> Exercise description
Your response should consist of the records, reproduced exactly.

> Available data

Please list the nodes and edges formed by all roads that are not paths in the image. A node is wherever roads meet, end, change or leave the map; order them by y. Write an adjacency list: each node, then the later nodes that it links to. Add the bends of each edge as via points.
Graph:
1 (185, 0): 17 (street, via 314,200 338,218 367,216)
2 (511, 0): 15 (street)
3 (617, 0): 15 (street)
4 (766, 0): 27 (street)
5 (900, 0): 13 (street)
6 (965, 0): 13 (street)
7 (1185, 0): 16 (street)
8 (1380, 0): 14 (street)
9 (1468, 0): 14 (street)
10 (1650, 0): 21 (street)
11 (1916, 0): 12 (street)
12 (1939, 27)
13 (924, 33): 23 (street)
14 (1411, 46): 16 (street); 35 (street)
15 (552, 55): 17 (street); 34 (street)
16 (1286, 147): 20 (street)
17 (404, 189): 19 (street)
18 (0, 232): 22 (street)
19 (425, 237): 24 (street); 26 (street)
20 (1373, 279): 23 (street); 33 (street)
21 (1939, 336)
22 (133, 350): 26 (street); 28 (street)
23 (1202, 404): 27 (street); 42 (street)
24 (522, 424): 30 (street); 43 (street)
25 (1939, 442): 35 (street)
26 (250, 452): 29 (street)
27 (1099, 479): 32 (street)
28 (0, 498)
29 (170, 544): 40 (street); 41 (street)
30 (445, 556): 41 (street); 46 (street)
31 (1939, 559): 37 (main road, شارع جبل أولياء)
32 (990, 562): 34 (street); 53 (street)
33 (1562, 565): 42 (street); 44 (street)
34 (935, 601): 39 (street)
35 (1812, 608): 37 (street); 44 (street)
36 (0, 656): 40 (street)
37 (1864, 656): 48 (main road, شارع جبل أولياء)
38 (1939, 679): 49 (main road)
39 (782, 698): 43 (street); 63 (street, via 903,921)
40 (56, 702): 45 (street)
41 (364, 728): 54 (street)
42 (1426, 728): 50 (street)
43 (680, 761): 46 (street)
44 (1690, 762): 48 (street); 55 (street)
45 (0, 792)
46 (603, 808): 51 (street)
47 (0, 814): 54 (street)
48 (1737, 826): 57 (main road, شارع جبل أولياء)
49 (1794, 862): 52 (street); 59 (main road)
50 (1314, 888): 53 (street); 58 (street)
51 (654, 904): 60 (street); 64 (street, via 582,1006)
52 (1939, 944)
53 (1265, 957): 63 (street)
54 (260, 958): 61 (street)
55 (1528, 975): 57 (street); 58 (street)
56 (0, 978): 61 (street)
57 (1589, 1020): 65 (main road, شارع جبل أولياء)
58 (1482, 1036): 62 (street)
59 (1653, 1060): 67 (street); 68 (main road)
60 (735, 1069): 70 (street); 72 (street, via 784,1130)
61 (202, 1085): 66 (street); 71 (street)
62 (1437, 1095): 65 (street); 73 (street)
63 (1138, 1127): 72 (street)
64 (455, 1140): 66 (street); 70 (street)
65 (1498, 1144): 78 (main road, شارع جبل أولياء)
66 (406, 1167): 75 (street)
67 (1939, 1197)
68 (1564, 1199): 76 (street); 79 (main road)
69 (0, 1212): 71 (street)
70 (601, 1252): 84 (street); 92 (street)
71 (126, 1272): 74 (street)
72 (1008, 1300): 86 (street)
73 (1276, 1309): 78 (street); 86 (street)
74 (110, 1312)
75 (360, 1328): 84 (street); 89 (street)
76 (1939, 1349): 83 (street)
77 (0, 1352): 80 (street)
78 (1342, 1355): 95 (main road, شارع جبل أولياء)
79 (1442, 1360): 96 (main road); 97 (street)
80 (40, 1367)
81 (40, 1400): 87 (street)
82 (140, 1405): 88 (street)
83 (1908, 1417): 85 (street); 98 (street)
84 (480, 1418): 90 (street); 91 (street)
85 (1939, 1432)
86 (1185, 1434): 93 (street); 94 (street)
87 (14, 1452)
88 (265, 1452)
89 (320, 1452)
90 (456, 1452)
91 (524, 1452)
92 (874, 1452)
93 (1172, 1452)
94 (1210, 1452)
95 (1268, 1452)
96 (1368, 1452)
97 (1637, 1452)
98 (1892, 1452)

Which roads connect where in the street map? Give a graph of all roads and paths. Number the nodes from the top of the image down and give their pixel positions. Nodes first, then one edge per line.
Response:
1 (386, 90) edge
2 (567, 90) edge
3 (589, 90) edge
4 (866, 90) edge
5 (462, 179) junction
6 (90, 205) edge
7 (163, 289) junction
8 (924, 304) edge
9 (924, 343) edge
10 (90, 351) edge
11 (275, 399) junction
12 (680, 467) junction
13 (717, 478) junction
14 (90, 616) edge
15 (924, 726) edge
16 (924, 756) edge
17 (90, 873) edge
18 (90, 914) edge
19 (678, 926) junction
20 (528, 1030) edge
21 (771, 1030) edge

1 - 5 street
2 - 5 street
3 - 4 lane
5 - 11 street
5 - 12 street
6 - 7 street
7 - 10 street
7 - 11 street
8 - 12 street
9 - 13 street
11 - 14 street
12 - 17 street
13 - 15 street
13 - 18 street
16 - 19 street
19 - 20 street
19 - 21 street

> Result
Please list the nodes and edges formed by all roads that are not paths in the image. A node is wherever roads meet, end, change or leave the map; order them by y. Write an adjacency list: each node, then the later nodes that it links to. Add the bends of each edge as via points.
Graph:
1 (185, 0): 17 (street, via 314,200 338,218 367,216)
2 (511, 0): 15 (street)
3 (617, 0): 15 (street)
4 (766, 0): 27 (street)
5 (900, 0): 13 (street)
6 (965, 0): 13 (street)
7 (1185, 0): 16 (street)
8 (1380, 0): 14 (street)
9 (1468, 0): 14 (street)
10 (1650, 0): 21 (street)
11 (1916, 0): 12 (street)
12 (1939, 27)
13 (924, 33): 23 (street)
14 (1411, 46): 16 (street); 35 (street)
15 (552, 55): 17 (street); 34 (street)
16 (1286, 147): 20 (street)
17 (404, 189): 19 (street)
18 (0, 232): 22 (street)
19 (425, 237): 24 (street); 26 (street)
20 (1373, 279): 23 (street); 33 (street)
21 (1939, 336)
22 (133, 350): 26 (street); 28 (street)
23 (1202, 404): 27 (street); 42 (street)
24 (522, 424): 30 (street); 43 (street)
25 (1939, 442): 35 (street)
26 (250, 452): 29 (street)
27 (1099, 479): 32 (street)
28 (0, 498)
29 (170, 544): 40 (street); 41 (street)
30 (445, 556): 41 (street); 46 (street)
31 (1939, 559): 37 (main road, شارع جبل أولياء)
32 (990, 562): 34 (street); 53 (street)
33 (1562, 565): 42 (street); 44 (street)
34 (935, 601): 39 (street)
35 (1812, 608): 37 (street); 44 (street)
36 (0, 656): 40 (street)
37 (1864, 656): 48 (main road, شارع جبل أولياء)
38 (1939, 679): 49 (main road)
39 (782, 698): 43 (street); 63 (street, via 903,921)
40 (56, 702): 45 (street)
41 (364, 728): 54 (street)
42 (1426, 728): 50 (street)
43 (680, 761): 46 (street)
44 (1690, 762): 48 (street); 55 (street)
45 (0, 792)
46 (603, 808): 51 (street)
47 (0, 814): 54 (street)
48 (1737, 826): 57 (main road, شارع جبل أولياء)
49 (1794, 862): 52 (street); 59 (main road)
50 (1314, 888): 53 (street); 58 (street)
51 (654, 904): 60 (street); 64 (street, via 582,1006)
52 (1939, 944)
53 (1265, 957): 63 (street)
54 (260, 958): 61 (street)
55 (1528, 975): 57 (street); 58 (street)
56 (0, 978): 61 (street)
57 (1589, 1020): 65 (main road, شارع جبل أولياء)
58 (1482, 1036): 62 (street)
59 (1653, 1060): 67 (street); 68 (main road)
60 (735, 1069): 70 (street); 72 (street, via 784,1130)
61 (202, 1085): 66 (street); 71 (street)
62 (1437, 1095): 65 (street); 73 (street)
63 (1138, 1127): 72 (street)
64 (455, 1140): 66 (street); 70 (street)
65 (1498, 1144): 78 (main road, شارع جبل أولياء)
66 (406, 1167): 75 (street)
67 (1939, 1197)
68 (1564, 1199): 76 (street); 79 (main road)
69 (0, 1212): 71 (street)
70 (601, 1252): 84 (street); 92 (street)
71 (126, 1272): 74 (street)
72 (1008, 1300): 86 (street)
73 (1276, 1309): 78 (street); 86 (street)
74 (110, 1312)
75 (360, 1328): 84 (street); 89 (street)
76 (1939, 1349): 83 (street)
77 (0, 1352): 80 (street)
78 (1342, 1355): 95 (main road, شارع جبل أولياء)
79 (1442, 1360): 96 (main road); 97 (street)
80 (40, 1367)
81 (40, 1400): 87 (street)
82 (140, 1405): 88 (street)
83 (1908, 1417): 85 (street); 98 (street)
84 (480, 1418): 90 (street); 91 (street)
85 (1939, 1432)
86 (1185, 1434): 93 (street); 94 (street)
87 (14, 1452)
88 (265, 1452)
89 (320, 1452)
90 (456, 1452)
91 (524, 1452)
92 (874, 1452)
93 (1172, 1452)
94 (1210, 1452)
95 (1268, 1452)
96 (1368, 1452)
97 (1637, 1452)
98 (1892, 1452)

Which roads connect where in the street map? Give a graph of all roads and paths. Number the nodes from the top of the image down and give their pixel positions. Nodes first, then one edge per line.
Response:
1 (386, 90) edge
2 (567, 90) edge
3 (589, 90) edge
4 (866, 90) edge
5 (462, 179) junction
6 (90, 205) edge
7 (163, 289) junction
8 (924, 304) edge
9 (924, 343) edge
10 (90, 351) edge
11 (275, 399) junction
12 (680, 467) junction
13 (717, 478) junction
14 (90, 616) edge
15 (924, 726) edge
16 (924, 756) edge
17 (90, 873) edge
18 (90, 914) edge
19 (678, 926) junction
20 (528, 1030) edge
21 (771, 1030) edge

1 - 5 street
2 - 5 street
3 - 4 lane
5 - 11 street
5 - 12 street
6 - 7 street
7 - 10 street
7 - 11 street
8 - 12 street
9 - 13 street
11 - 14 street
12 - 17 street
13 - 15 street
13 - 18 street
16 - 19 street
19 - 20 street
19 - 21 street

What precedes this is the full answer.